The descriptive approach to language was beginning to influence the way some English teachers thought about grammar. A 1952 curriculum review by the National Council of Teachers of English includes a chapter on “The Modern View of Grammar and Linguistics” that outlines the authors’ interpretation of modern linguistic principles—language constantly changes; correctness can only be based on current usage; and all usage is relative.
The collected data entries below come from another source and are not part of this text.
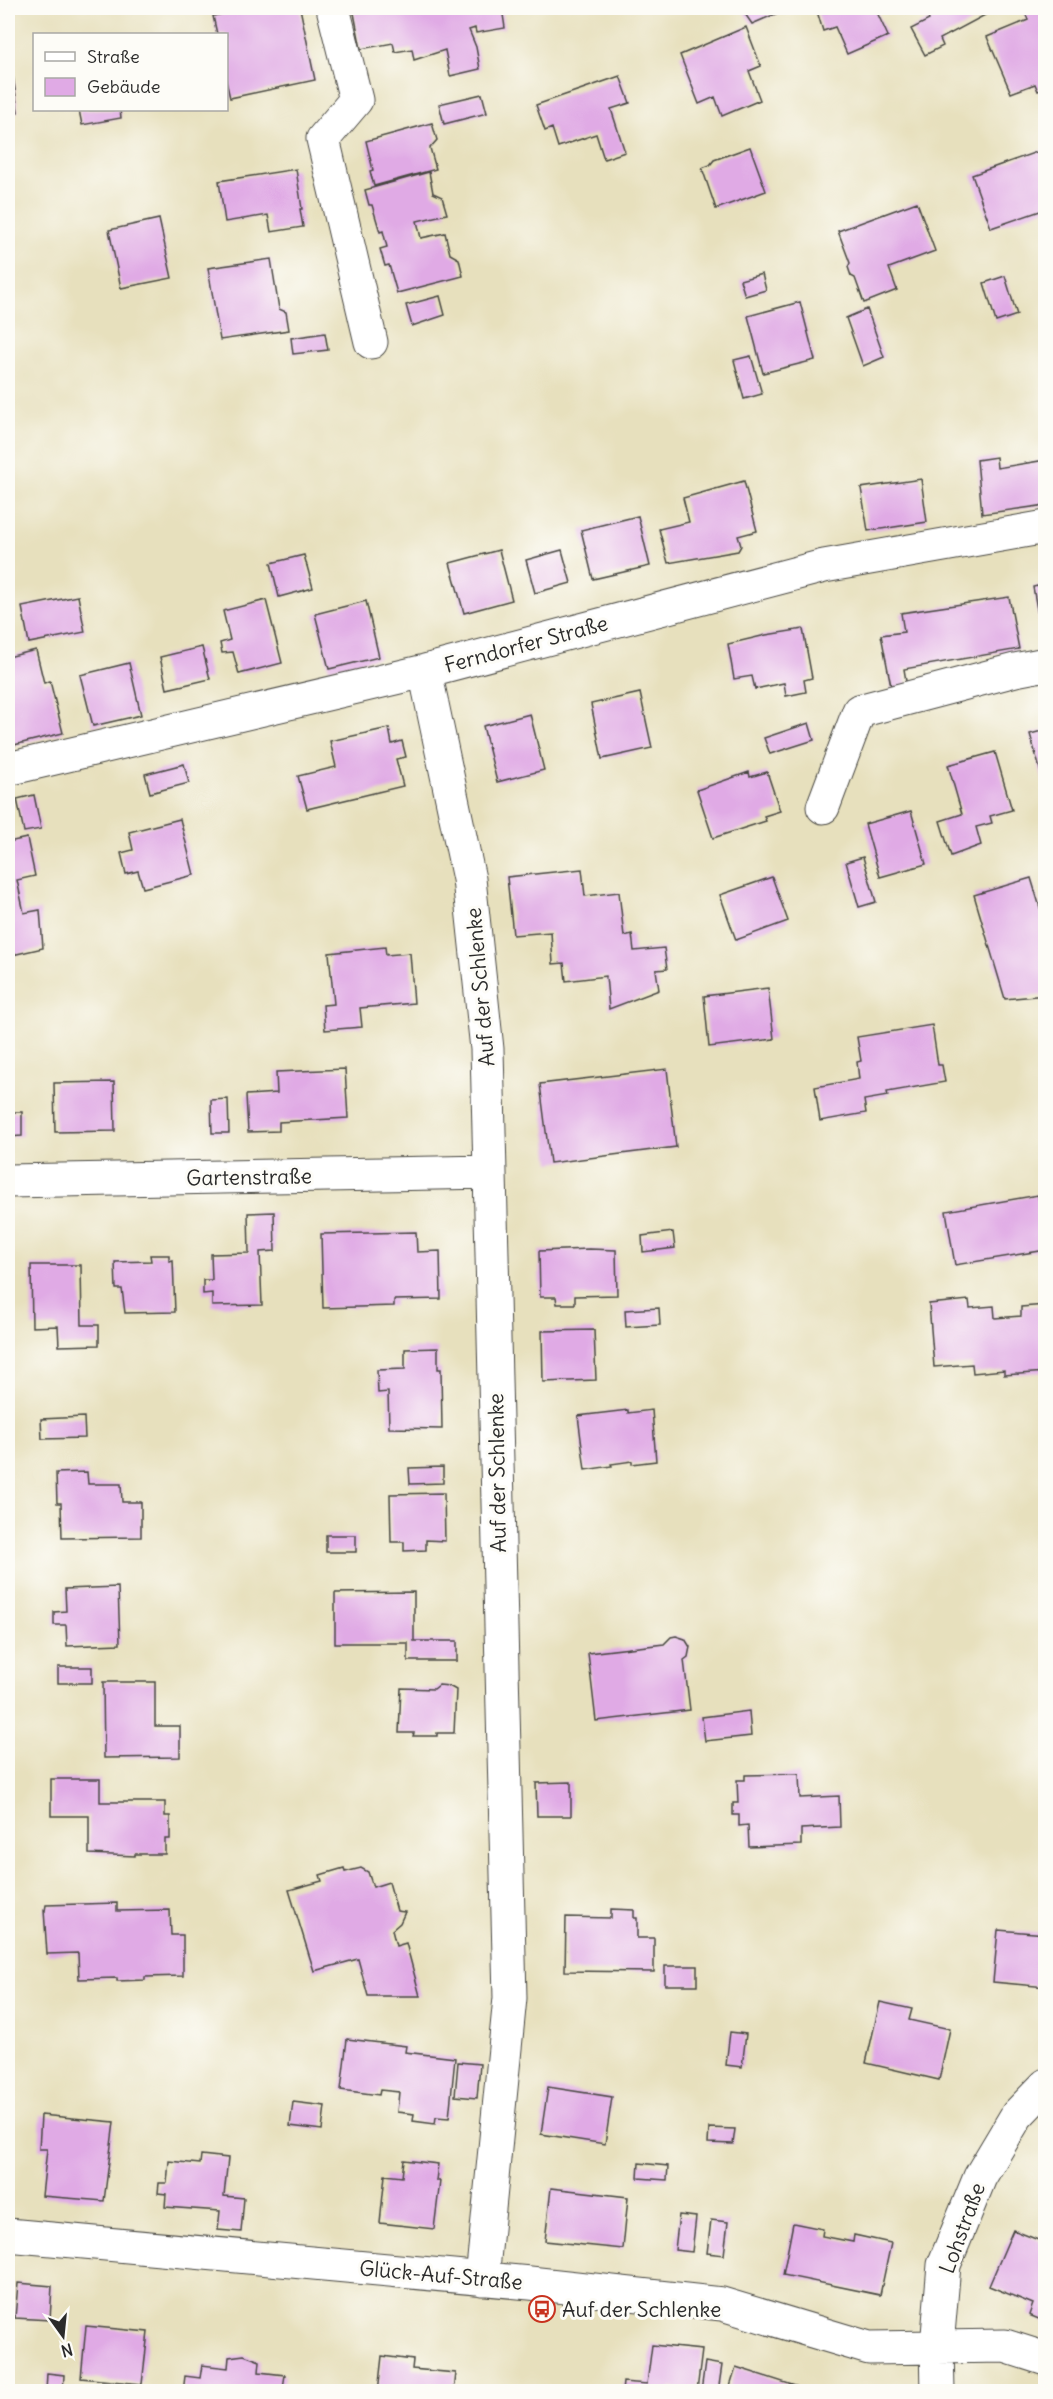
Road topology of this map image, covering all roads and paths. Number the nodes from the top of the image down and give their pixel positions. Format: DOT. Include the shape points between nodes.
graph roads {
  1 [pos="333,8"];
  2 [pos="371,342"];
  3 [pos="1046,527"];
  4 [pos="1046,664"];
  5 [pos="425,670"];
  6 [pos="8,769"];
  7 [pos="823,807"];
  8 [pos="490,1172"];
  9 [pos="8,1181"];
  10 [pos="1046,2085"];
  11 [pos="8,2235"];
  12 [pos="482,2279"];
  13 [pos="937,2346"];
  14 [pos="1046,2359"];
  15 [pos="938,2391"];
  1 -- 2 [label="street" via="356,100 323,139"];
  3 -- 5 [label="street, Ferndorfer Straße" via="824,566"];
  4 -- 7 [label="street" via="859,711"];
  5 -- 6 [label="street, Ferndorfer Straße"];
  5 -- 8 [label="street, Auf der Schlenke" via="469,879 487,1049"];
  8 -- 9 [label="street, Gartenstraße"];
  8 -- 12 [label="street, Auf der Schlenke" via="510,1998"];
  10 -- 13 [label="street, Lohstraße" via="1017,2115 980,2177 944,2265"];
  11 -- 12 [label="street, Glück-Auf-Straße"];
  12 -- 13 [label="street, Glück-Auf-Straße" via="722,2304 869,2348"];
  13 -- 14 [label="street, Glück-Auf-Straße" via="1005,2346"];
  13 -- 15 [label="street, Lohstraße"];
}
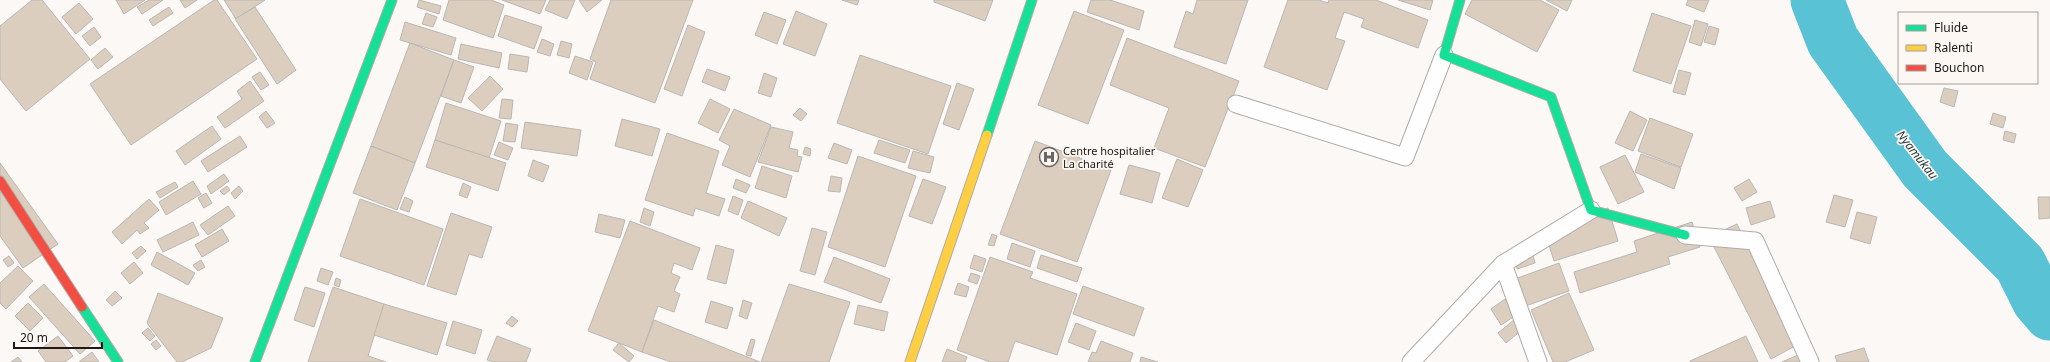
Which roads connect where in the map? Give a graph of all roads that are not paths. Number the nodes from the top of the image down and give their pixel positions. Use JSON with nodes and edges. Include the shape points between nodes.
{"nodes":[{"id":1,"x":392,"y":0,"type":"edge"},
{"id":2,"x":1032,"y":0,"type":"edge"},
{"id":3,"x":1460,"y":0,"type":"edge"},
{"id":4,"x":1444,"y":55,"type":"junction"},
{"id":5,"x":1236,"y":104,"type":"dead end"},
{"id":6,"x":0,"y":181,"type":"edge"},
{"id":7,"x":1591,"y":210,"type":"junction"},
{"id":8,"x":1685,"y":235,"type":"joint"},
{"id":9,"x":1503,"y":264,"type":"junction"},
{"id":10,"x":118,"y":362,"type":"edge"},
{"id":11,"x":255,"y":362,"type":"edge"},
{"id":12,"x":910,"y":362,"type":"edge"},
{"id":13,"x":1411,"y":362,"type":"edge"},
{"id":14,"x":1538,"y":362,"type":"edge"},
{"id":15,"x":1810,"y":362,"type":"edge"}],
"edges":[{"from":1,"to":11,"type":"street"},
{"from":2,"to":12,"type":"street"},
{"from":3,"to":4,"type":"street"},
{"from":4,"to":5,"type":"lane","via":[[1405,156]]},
{"from":4,"to":7,"type":"street","via":[[1551,97]]},
{"from":6,"to":10,"type":"street"},
{"from":7,"to":8,"type":"street"},
{"from":7,"to":9,"type":"lane"},
{"from":8,"to":15,"type":"lane","via":[[1755,241]]},
{"from":9,"to":13,"type":"lane"},
{"from":9,"to":14,"type":"lane"}]}
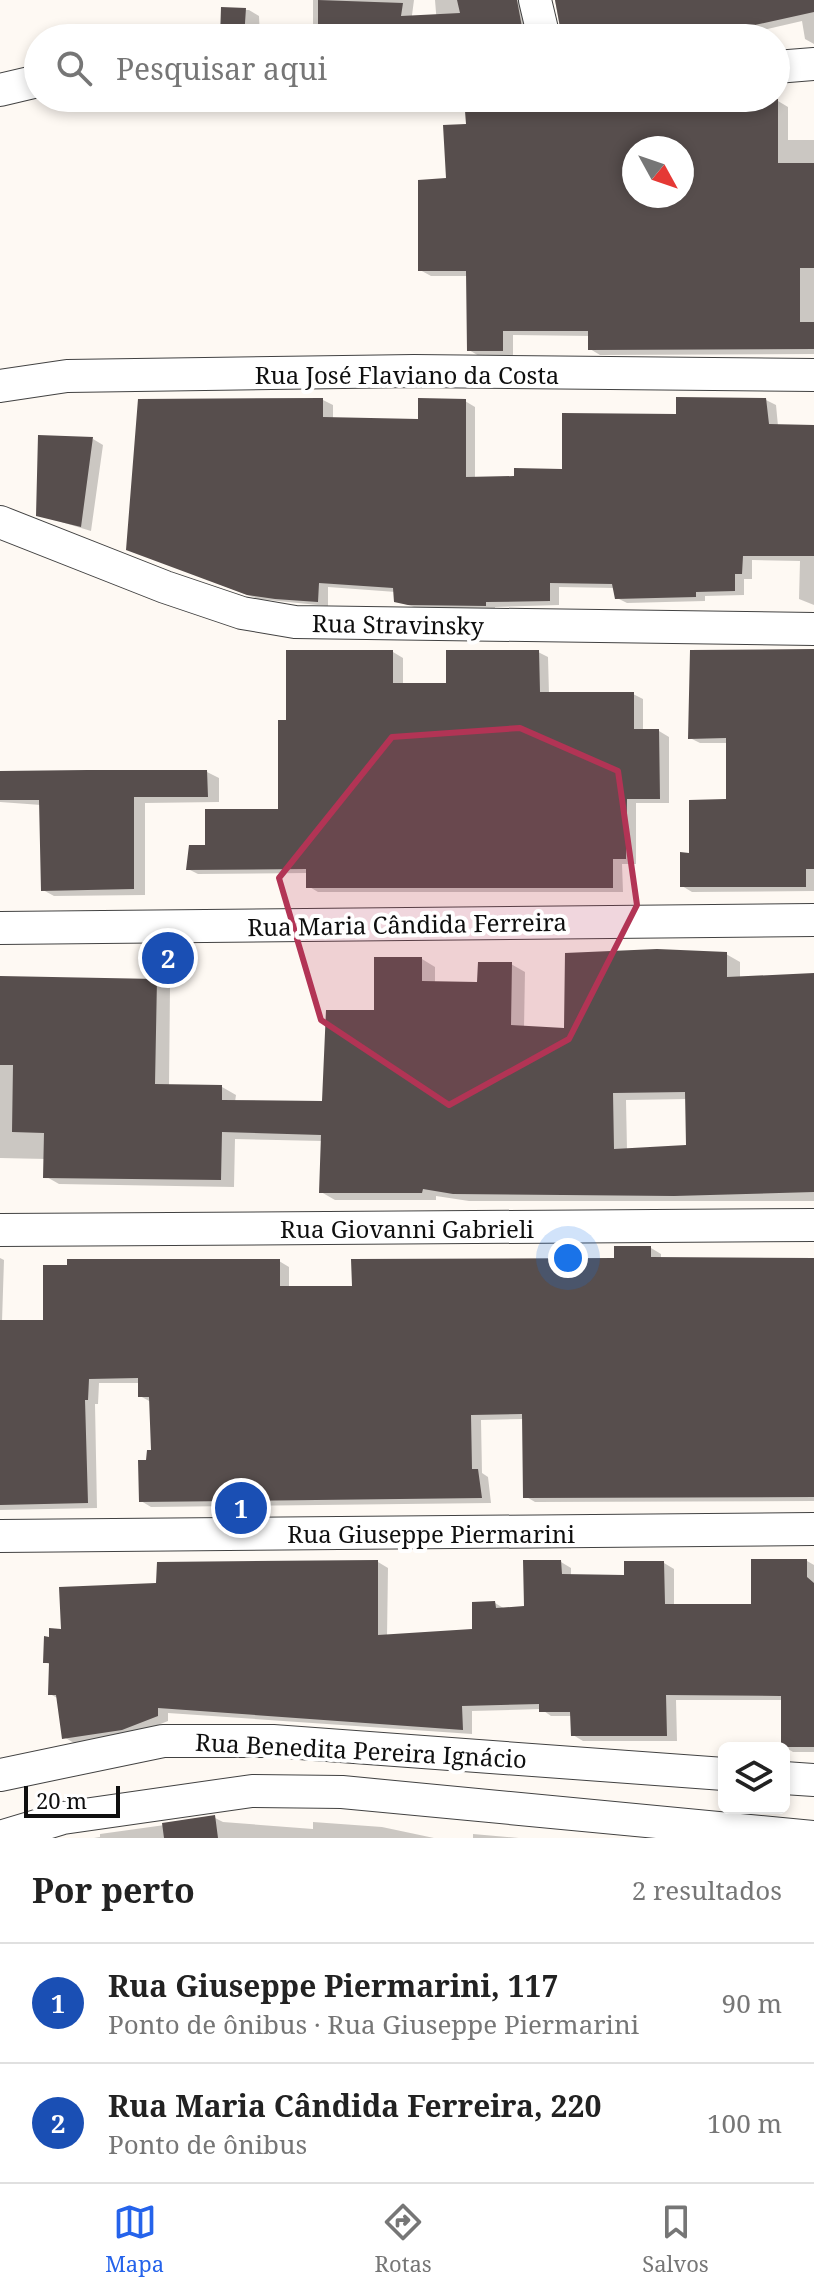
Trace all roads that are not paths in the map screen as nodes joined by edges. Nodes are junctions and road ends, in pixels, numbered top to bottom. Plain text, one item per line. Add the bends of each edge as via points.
1 (535, 0) edge
2 (541, 24) edge
3 (814, 64) edge
4 (790, 66) edge
5 (24, 84) edge
6 (0, 90) edge
7 (814, 375) edge
8 (0, 386) edge
9 (0, 522) edge
10 (814, 629) edge
11 (814, 920) edge
12 (0, 928) edge
13 (814, 1225) edge
14 (0, 1230) edge
15 (814, 1529) edge
16 (0, 1536) edge
17 (718, 1774) edge
18 (0, 1775) edge
19 (790, 1778) edge
20 (814, 1780) edge
21 (0, 1837) edge
22 (814, 1837) edge

1 - 2 street
3 - 4 street
5 - 6 street
7 - 8 street, Rua José Flaviano da Costa via 351,372 67,376
9 - 10 street, Rua Stravinsky via 165,587 242,613 295,622
11 - 12 street, Rua Maria Cândida Ferreira
13 - 14 street, Rua Giovanni Gabrieli
15 - 16 street, Rua Giuseppe Piermarini
17 - 18 street, Rua Benedita Pereira Ignácio via 273,1741 163,1741
19 - 20 street
21 - 22 street, Rua Benedita Pereira Ignácio via 63,1818 252,1791 342,1792

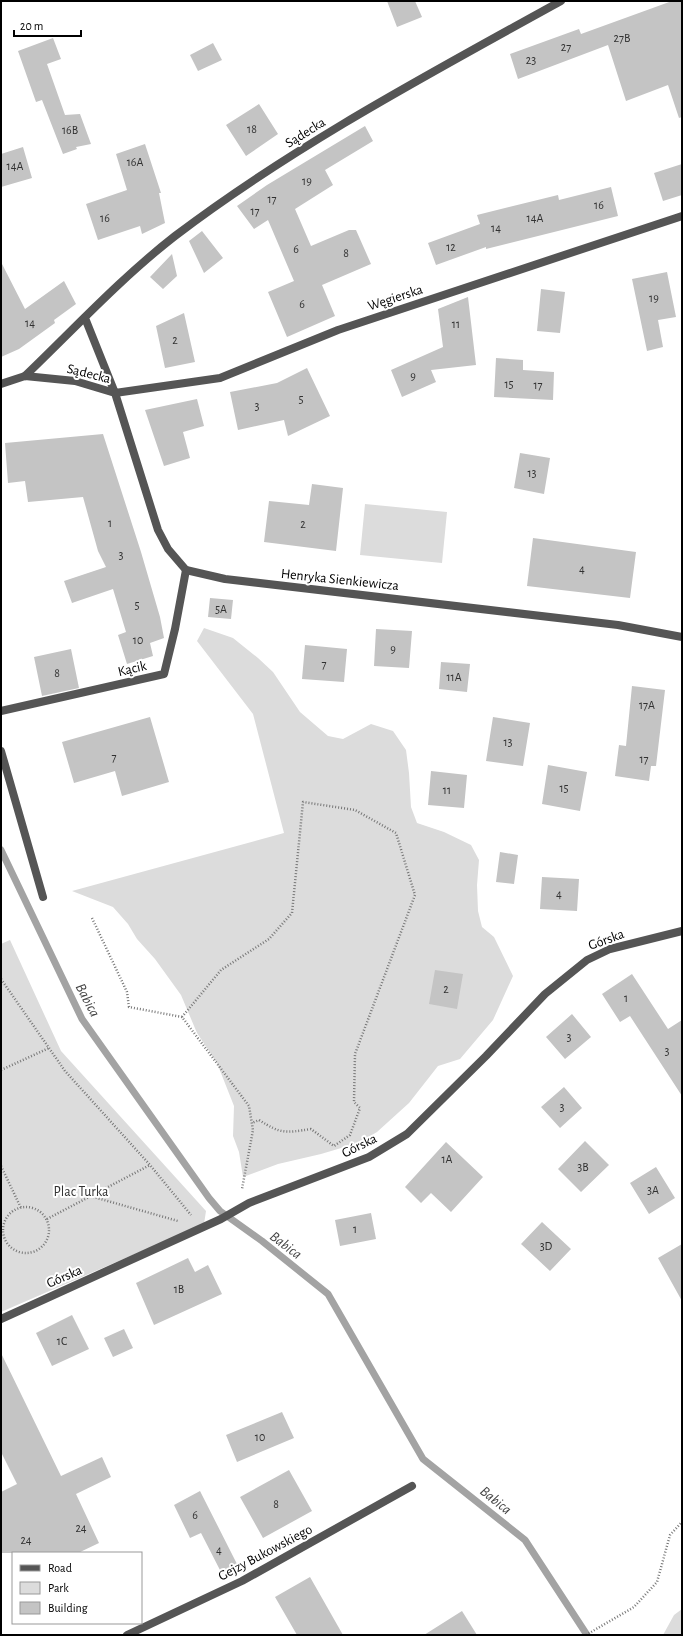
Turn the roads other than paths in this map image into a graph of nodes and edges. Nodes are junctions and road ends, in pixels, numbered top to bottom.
1 (561, 1) edge
2 (682, 216) edge
3 (85, 318) junction
4 (25, 376) junction
5 (1, 384) edge
6 (115, 393) junction
7 (186, 570) junction
8 (682, 637) edge
9 (1, 711) edge
10 (1, 751) edge
11 (43, 897) dead end
12 (682, 931) edge
13 (1, 1319) edge
14 (412, 1486) dead end
15 (127, 1635) edge

1 - 3 street, Sądecka
2 - 6 street, Węgierska
3 - 4 street, Sądecka
3 - 6 street, Sądecka
4 - 5 street, Sądecka
4 - 6 street, Sądecka
6 - 7 street
7 - 8 street, Henryka Sienkiewicza
7 - 9 street, Kącik
10 - 11 street
12 - 13 street, Górska
14 - 15 street, Gejzy Bukowskiego

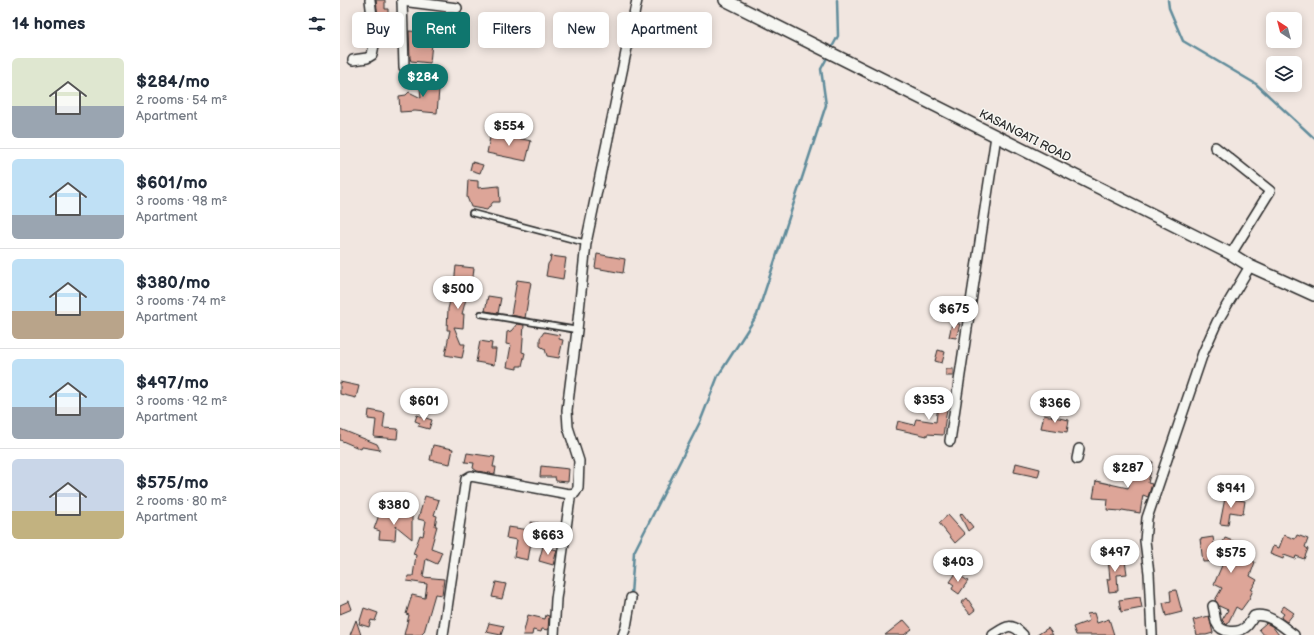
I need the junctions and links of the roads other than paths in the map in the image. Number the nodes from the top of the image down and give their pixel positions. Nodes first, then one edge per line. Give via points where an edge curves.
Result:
1 (370, 0) edge
2 (402, 0) edge
3 (637, 0) edge
4 (725, 0) edge
5 (457, 8) dead end
6 (352, 60) dead end
7 (404, 67) dead end
8 (996, 136) junction
9 (1216, 147) dead end
10 (472, 213) dead end
11 (586, 243) junction
12 (1230, 254) junction
13 (1250, 266) junction
14 (1314, 295) edge
15 (481, 314) dead end
16 (577, 330) junction
17 (950, 440) dead end
18 (1079, 449) dead end
19 (1077, 459) dead end
20 (569, 494) junction
21 (631, 598) dead end
22 (1213, 606) dead end
23 (443, 635) edge
24 (554, 635) edge
25 (623, 635) edge
26 (993, 635) edge
27 (1023, 635) edge
28 (1152, 635) edge
29 (1294, 635) edge

1 - 6 street via 375,40 372,55
2 - 5 street
2 - 7 street
3 - 11 street
4 - 8 street, KASANGATI ROAD
8 - 12 street, KASANGATI ROAD
8 - 17 street
9 - 12 street via 1270,191
10 - 11 lane
11 - 16 street
12 - 13 street, KASANGATI ROAD
13 - 14 street, KASANGATI ROAD
13 - 28 street via 1207,343 1147,518 1145,541
15 - 16 lane
16 - 20 street via 566,415 578,461 578,488 575,493
18 - 19 street
20 - 23 street via 471,476 466,479
20 - 24 street
21 - 25 street
22 - 29 street via 1216,622 1222,629 1237,632 1248,626 1254,616 1260,614
26 - 27 street via 1004,627 1011,626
“The contemporary linguist does not employ the terms ‘good English’ and ‘bad English’ except in a purely relative sense,” explain the authors, “Good English is … the form of speech which is most clear, effective, and appropriate on any given linguistic occasion.” Bad English is the opposite, “no matter how traditional, ‘correct,’ or elegant the words or phrases employed.” Later, they suggest what this idea might mean in practical terms. They propose, “The teaching of correctness must shift in emphasis.… Instead of teaching rules for the avoidance of error, pupils must be taught to observe and understand the way in which their language operates.”11
The possibility that schools would start teaching children to draw their own conclusions about usage was bound to upset anyone raised on old-fashioned grammar books. It invited linguistic anarchy. Even more disturbing, it opened the door to social leveling. This idea was no more appealing to usage arbiters in 1961 than it had been in the 1870s when Richard Grant White was laying down the laws of usage in his Galaxy column. While linguists still agreed with Lounsbury, defenders of the traditional standard continued to believe with White that “there is a misuse of words which can be justified by no authority, however great, by no usage, however general.”